When the desire to change comes from an outside source, such as a doctor telling you to change your lifestyle to a healthy one, but you can’t quit alcohol, it won’t work well.
Ask yourself what you want to achieve and why? Intrinsic motivation, like a desire to still be able to play with your grand kids when you’re over 80, will make that change so much easier.
(Mind you, personally I wouldn’t mind that my neighbor wants to resume his drinking habit. We’re all responsible for our own health, not for somebody else’s. On the other hand, irresponsible behavior puts a disproportionate burden on the healthcare system. Is that reasonable?).
2. Be willing to change
Maybe you have no desire to change. After all, there is also a chance of losing something else you value.

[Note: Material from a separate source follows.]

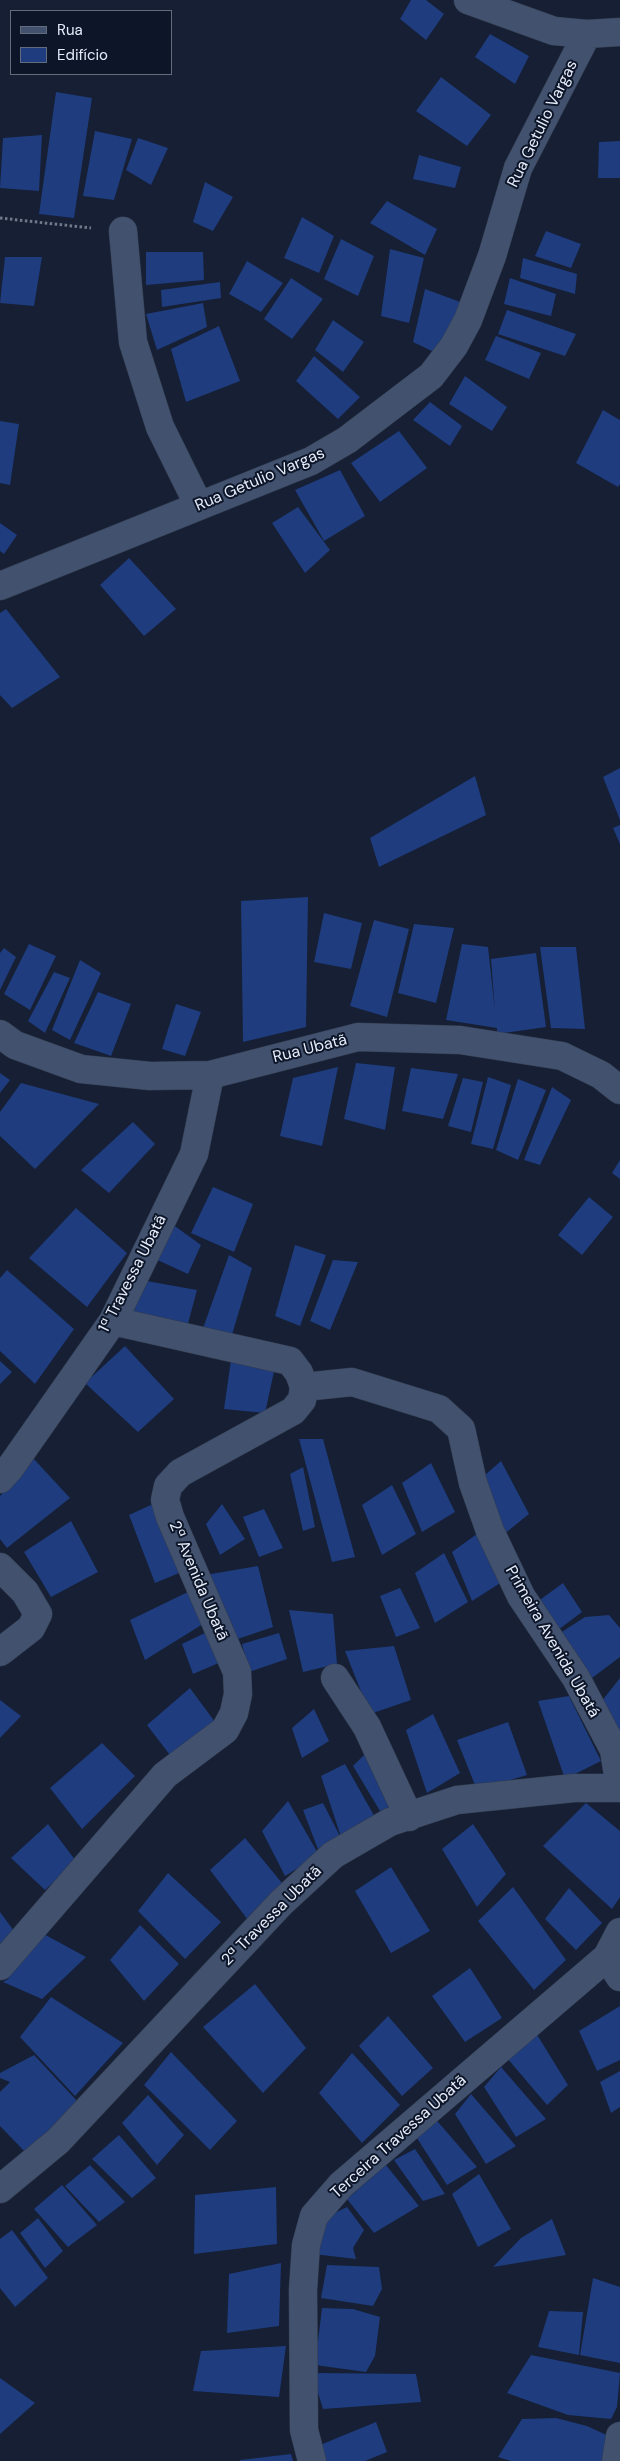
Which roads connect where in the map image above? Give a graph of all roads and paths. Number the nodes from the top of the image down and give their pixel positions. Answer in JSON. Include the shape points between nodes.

Some people are in a relationship that is not bringing them any growth anymore. Still, it’s a very familiar situation. Where a separation is unexplored territory. It might mean a big step back financially. It can also bring loneliness.
Are we willing to take that risk? Having a drive to change is the initial step. From there we can build on our determination and resilience.
3. Visualize the result
Our brain can’t see the difference between reality and what we envision. By visualizing our goal we train ourselves to get used to that new situation even when we are not there yet.
Visualizing can be done in our head. Tiger Woods had played a shot a thousand times in his head before he actually performed it on the golf course. Lebron James ditto with a basketball.
Visualization can be made tangible by a dream board or vision board. As a graphic designer and artist I love making collages and making a dream board fits right into that alternative. Be aware of the “rule” that you glue a picture of yourself on the board as well.
I would love to have a camper and go traveling with Tom. So I searched for pictures of countries I want to visit, landscapes I would love to see and things I will do during our trips. And I asked Tom to make a couple of pictures of me in a camper to include in the board.
4. Move on
A sticker on my computer says: The past is not the future. It is so obvious to limit ourselves by the idea that we have already done something a hundred times and that it has always failed. Why would it work now? I have often held myself back by that attitude. Hence, the sticker.
Don’t blame yourself or others for past failures. Every time you move on, it’s a fresh start with every possibility to succeed.
In the past I have tried to be an affiliate marketer and failed. Instead of convincing myself that I would fail again, I told myself: “If I didn’t succeed then, there must have been something I didn’t know yet”. Have a look at my solution and recommendation here.
5. Right expectations
The right expectation is not what we easily can obtain. Neither is it something so far out of reach that we lose track of it on the way. Our goals should be difficult enough to scare us, yet so close by they get us excited.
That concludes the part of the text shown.